I have spent this semester on the Austrian campus and have sat across the table from different students who, on three separate occasions, attended Sunday Mass in Vienna as sung by the Vienna Boy’s Choir. I listened and heard at least three common elements in their differing accounts of that experience: there was doubt about whether those in attendance came to hear the Vienna Boy’s Choir or to receive Jesus Christ in Word and Sacrament (seats were reserved and paid for in advance); very few persons came forward to receive Holy Communion; and, on the whole, there was very little participation on the part of the congregation in either responding to the priest or singing the parts of the Mass. This is perhaps one of the most beautiful Eucharistic liturgies celebrated in all of Vienna on any given Sunday, and yet such beauty has not lead many to receive Christ in the Eucharist.

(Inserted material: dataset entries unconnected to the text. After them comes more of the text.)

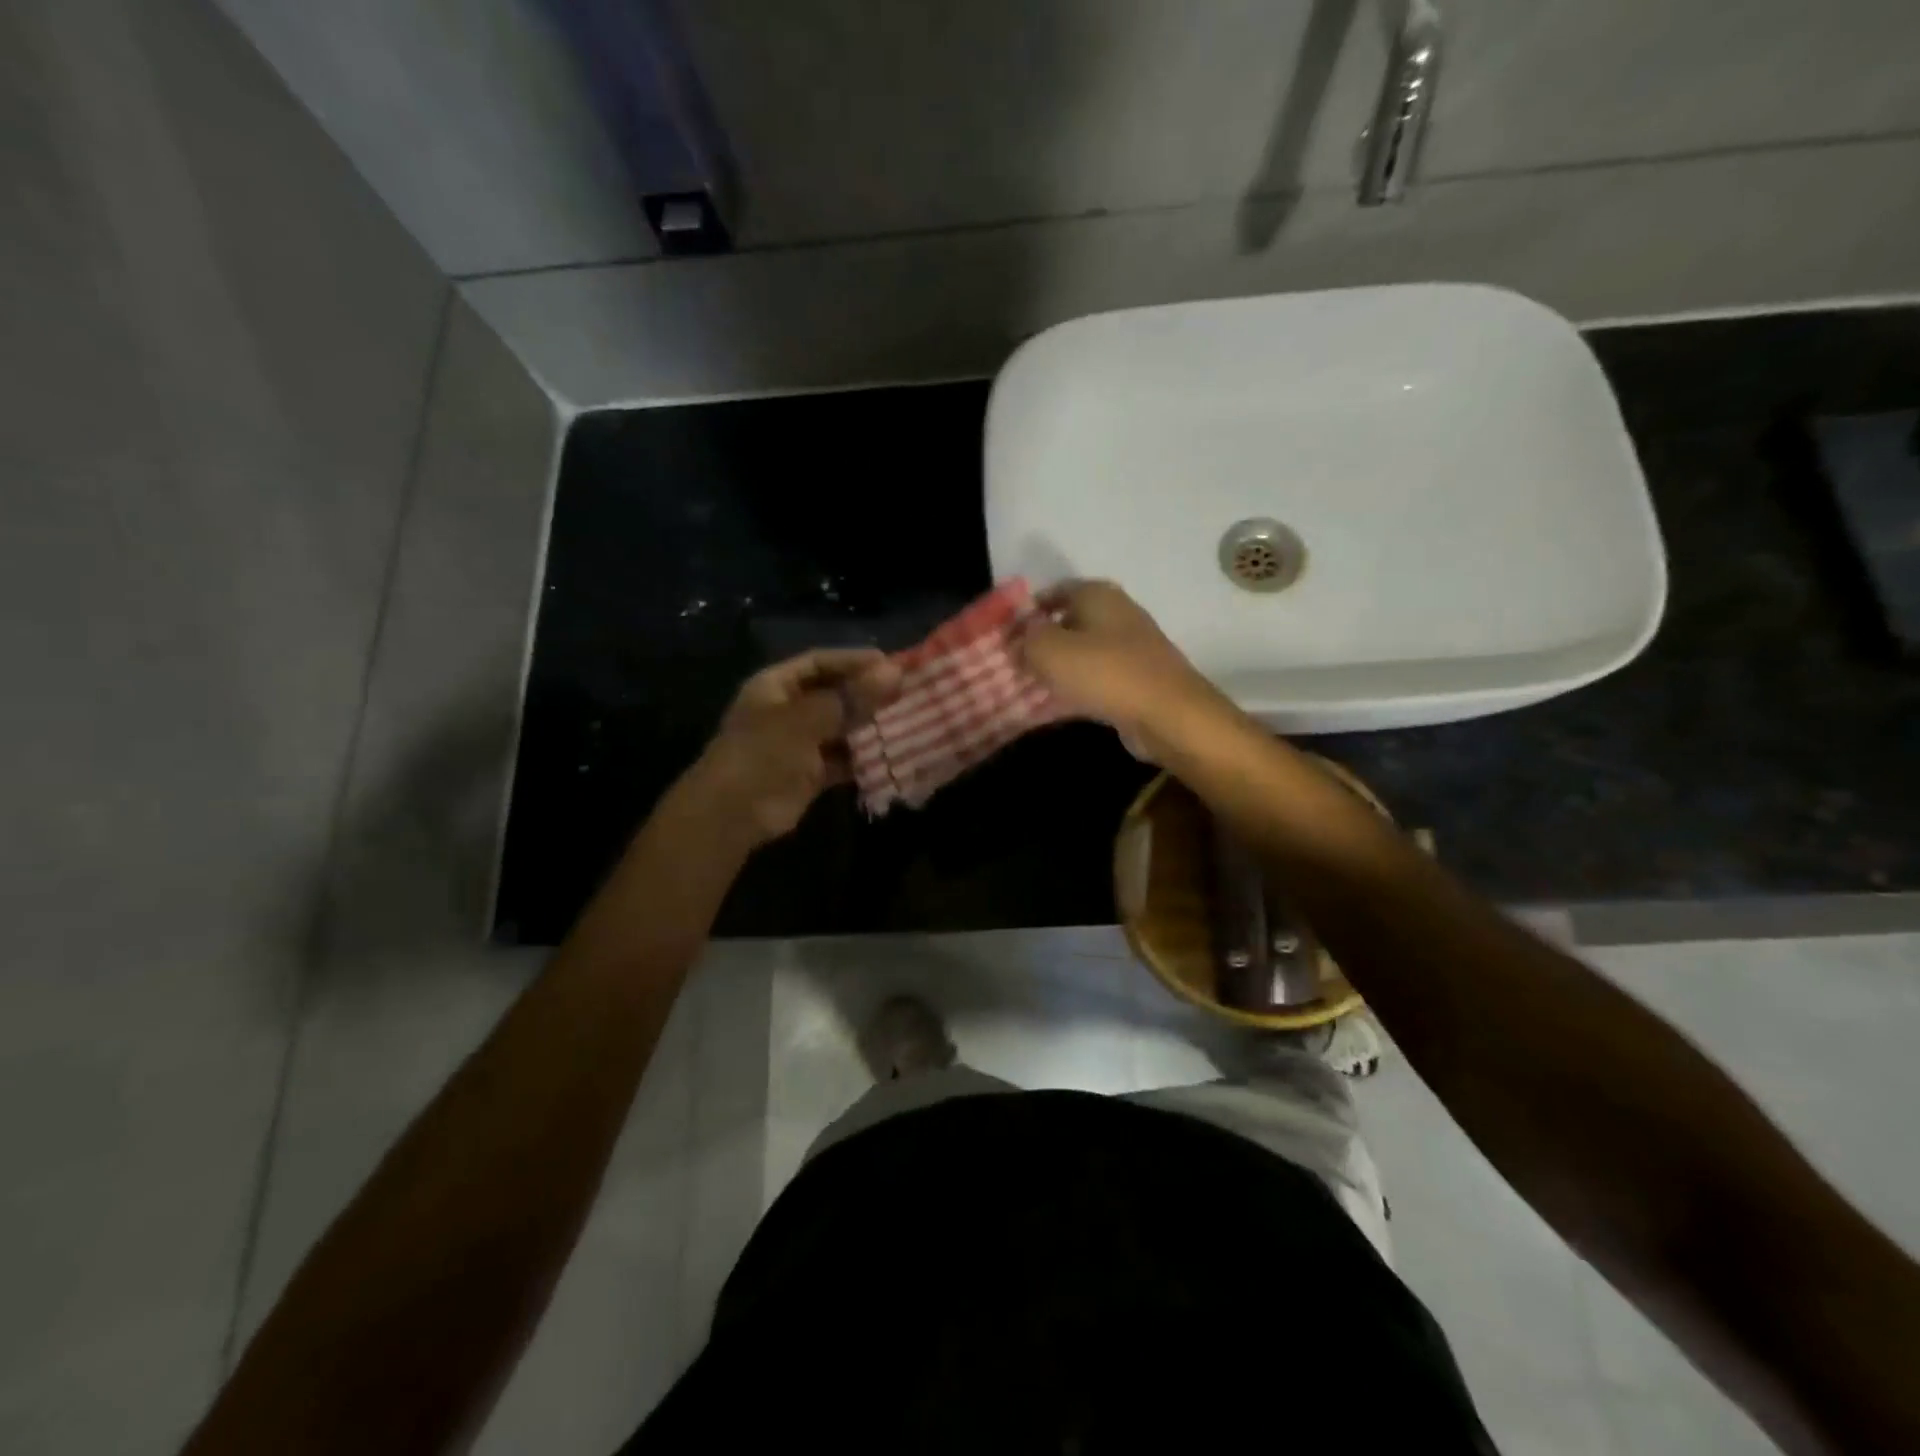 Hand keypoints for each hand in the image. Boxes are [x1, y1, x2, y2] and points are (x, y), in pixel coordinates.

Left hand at [684, 648, 902, 845]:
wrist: (732, 814)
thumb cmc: (764, 753)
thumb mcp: (808, 719)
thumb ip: (851, 697)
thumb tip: (895, 671)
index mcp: (776, 686)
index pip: (820, 662)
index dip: (854, 660)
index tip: (892, 663)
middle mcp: (788, 710)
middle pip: (834, 694)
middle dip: (868, 694)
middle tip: (908, 692)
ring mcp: (799, 743)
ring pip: (841, 728)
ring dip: (870, 727)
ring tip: (908, 721)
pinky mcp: (810, 774)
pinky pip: (842, 760)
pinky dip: (864, 759)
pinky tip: (892, 755)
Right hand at [1017, 580, 1228, 759]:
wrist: (1168, 713)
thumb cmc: (1104, 672)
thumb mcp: (1048, 650)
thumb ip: (1025, 639)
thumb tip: (1017, 638)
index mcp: (1097, 594)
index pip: (1053, 592)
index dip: (1026, 612)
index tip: (1004, 636)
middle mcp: (1117, 612)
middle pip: (1068, 622)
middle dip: (1039, 642)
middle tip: (1013, 664)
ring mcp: (1131, 646)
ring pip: (1082, 651)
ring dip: (1056, 667)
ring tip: (1029, 686)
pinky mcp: (1138, 678)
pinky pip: (1097, 676)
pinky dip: (1076, 686)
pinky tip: (1058, 704)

My intention is not to argue against concern for beauty in the Mass, but rather to say this: the most beautiful Mass in the world, without faith, is simply a concert ex opere operatis. The problem, at least as I see it, is not “a world increasingly dry and bereft of beauty,” but rather hearts “dry and bereft” of the faith which enables us to rejoice with “how beautiful upon the mountains are the feet of him who brings good news.” (Is.52:7)

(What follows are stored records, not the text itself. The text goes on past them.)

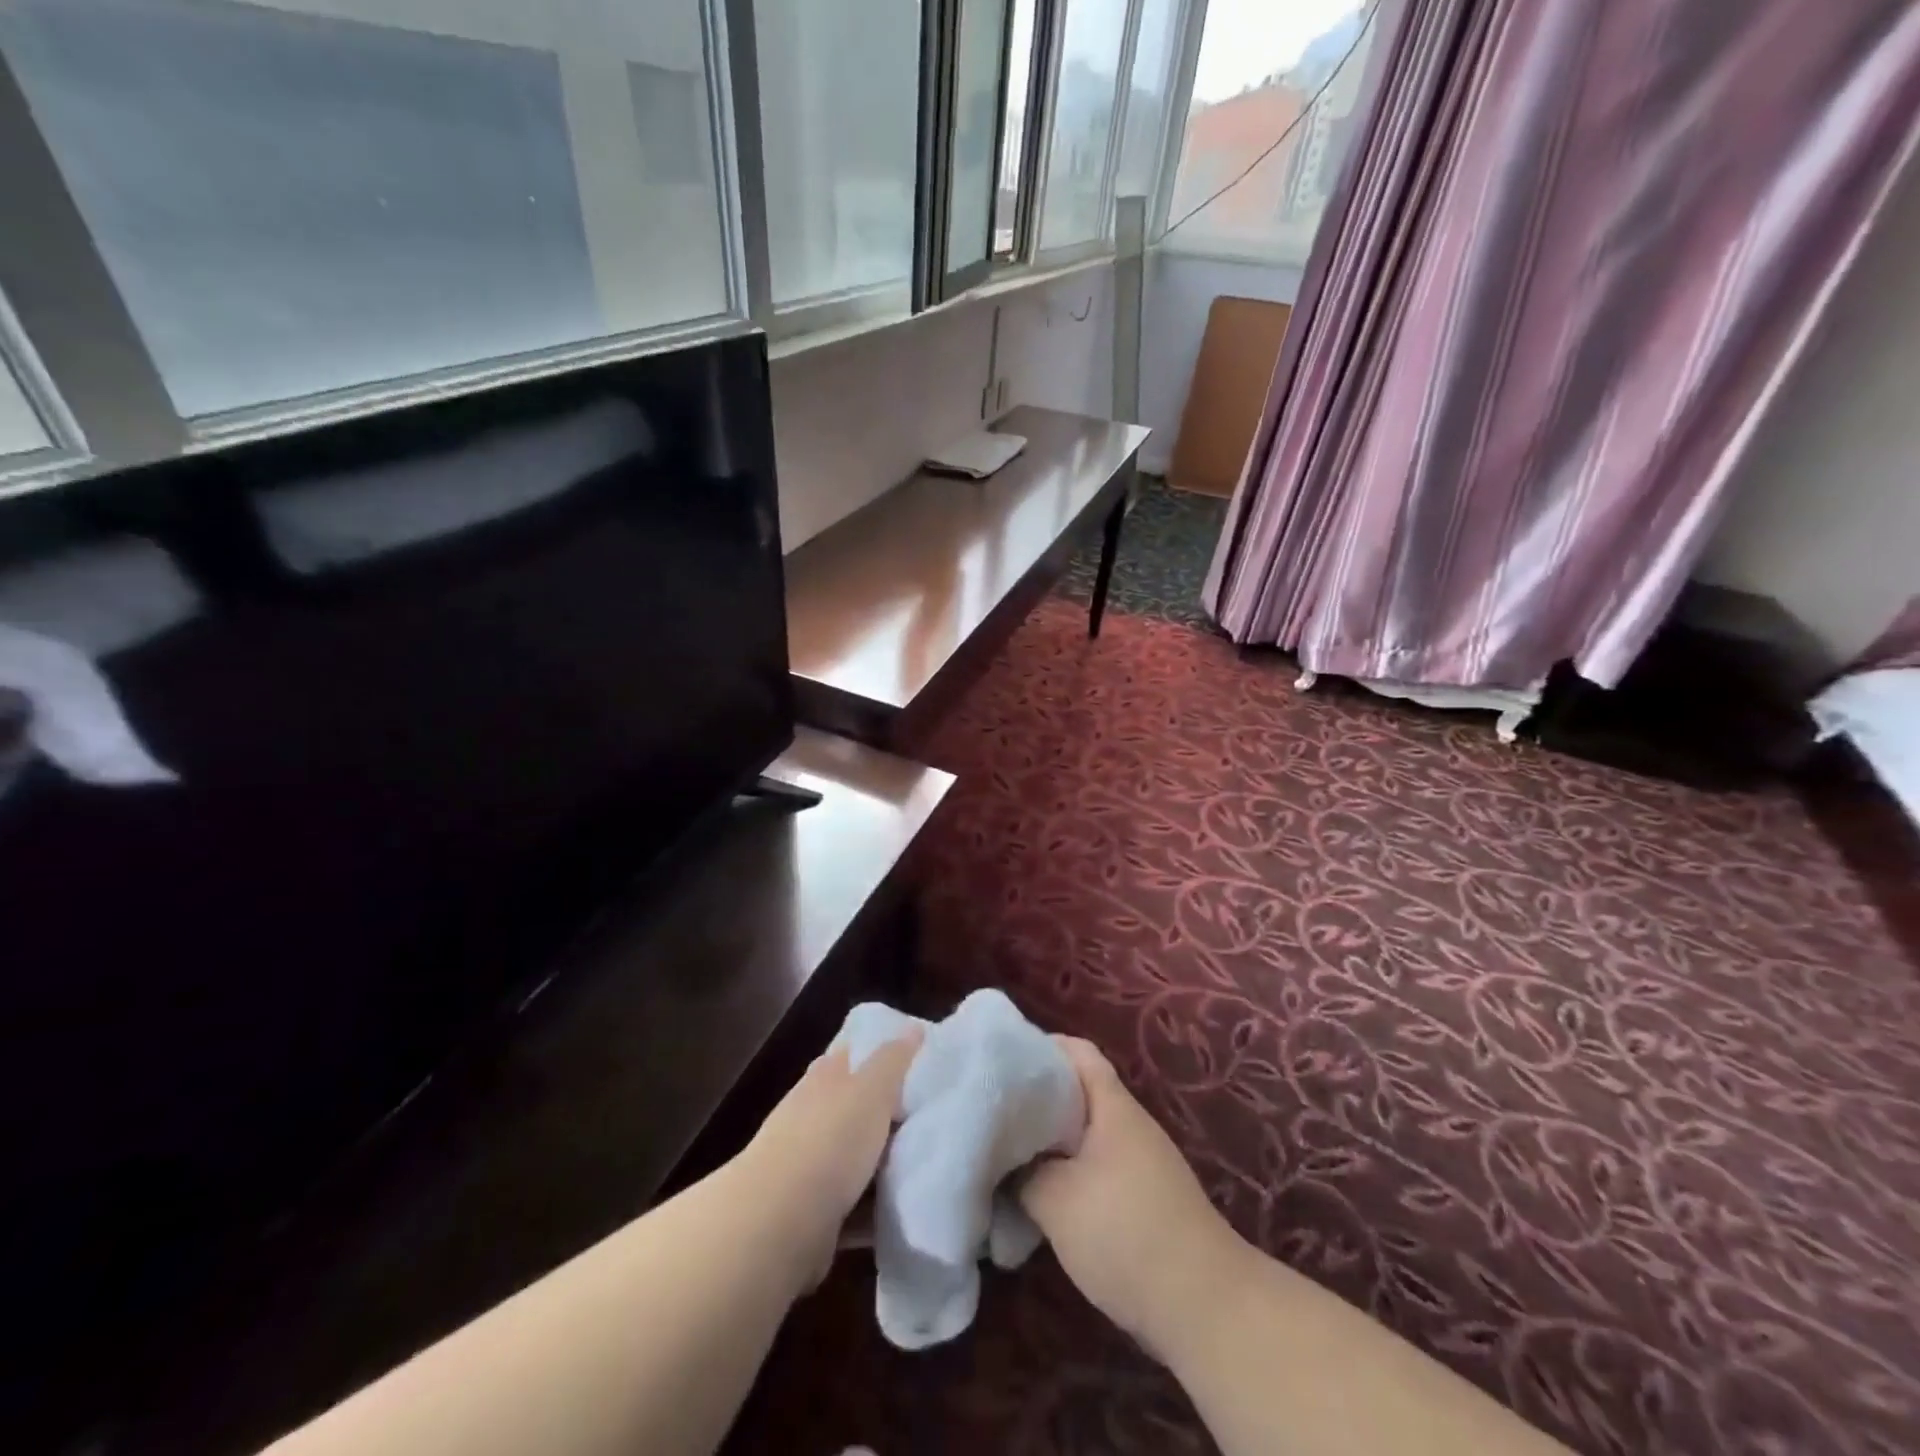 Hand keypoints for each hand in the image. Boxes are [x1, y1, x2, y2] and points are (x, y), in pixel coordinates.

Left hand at [735, 1028, 921, 1292]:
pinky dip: (874, 1208)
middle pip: (853, 1106)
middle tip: (930, 1115)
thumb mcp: (871, 1090)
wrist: (777, 1222)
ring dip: (880, 1161)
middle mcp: (811, 1115)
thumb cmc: (829, 1141)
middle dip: (885, 1111)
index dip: (879, 1053)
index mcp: (824, 1078)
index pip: (851, 1054)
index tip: (916, 1060)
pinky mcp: (811, 1212)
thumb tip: (914, 1027)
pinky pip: (853, 1205)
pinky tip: (903, 1210)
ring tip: (926, 1163)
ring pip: (853, 1155)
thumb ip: (893, 1059)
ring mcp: (807, 1165)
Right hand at [1019, 1037, 1248, 1359]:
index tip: (1002, 1061)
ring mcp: (1141, 1162)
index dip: (1040, 1047)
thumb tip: (1005, 1162)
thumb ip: (1022, 1172)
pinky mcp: (1145, 1198)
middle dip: (1036, 1099)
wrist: (1205, 1307)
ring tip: (1009, 1153)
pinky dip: (1068, 1172)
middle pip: (1078, 1092)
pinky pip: (1097, 1166)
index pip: (1077, 1051)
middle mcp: (1130, 1124)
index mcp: (1114, 1106)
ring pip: (1085, 1133)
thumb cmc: (1125, 1233)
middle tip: (994, 1111)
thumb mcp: (1056, 1200)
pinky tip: (1041, 1196)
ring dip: (1050, 1141)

“Beauty, ever ancient, ever new” is not the end product of our becoming cultured; it is a Person we meet through faith, a Person who addresses us and makes claims upon us in every Eucharist we celebrate. “Beauty ever ancient, ever new” is Jesus Christ who comes to us in Word and Sacrament in the Mass. In this light, I would like to suggest the following: any conversation on the topic of liturgical music at Franciscan University of Steubenville that would fail to take into account the thoroughly evangelistic nature of the Eucharist, and the pressing need for new evangelization within contemporary culture, is simply moving chairs around on the deck of the Titanic.
Fr. Daniel Patee, TOR
Fr. Dan returned last week from the Austrian campus, where he had been teaching theology.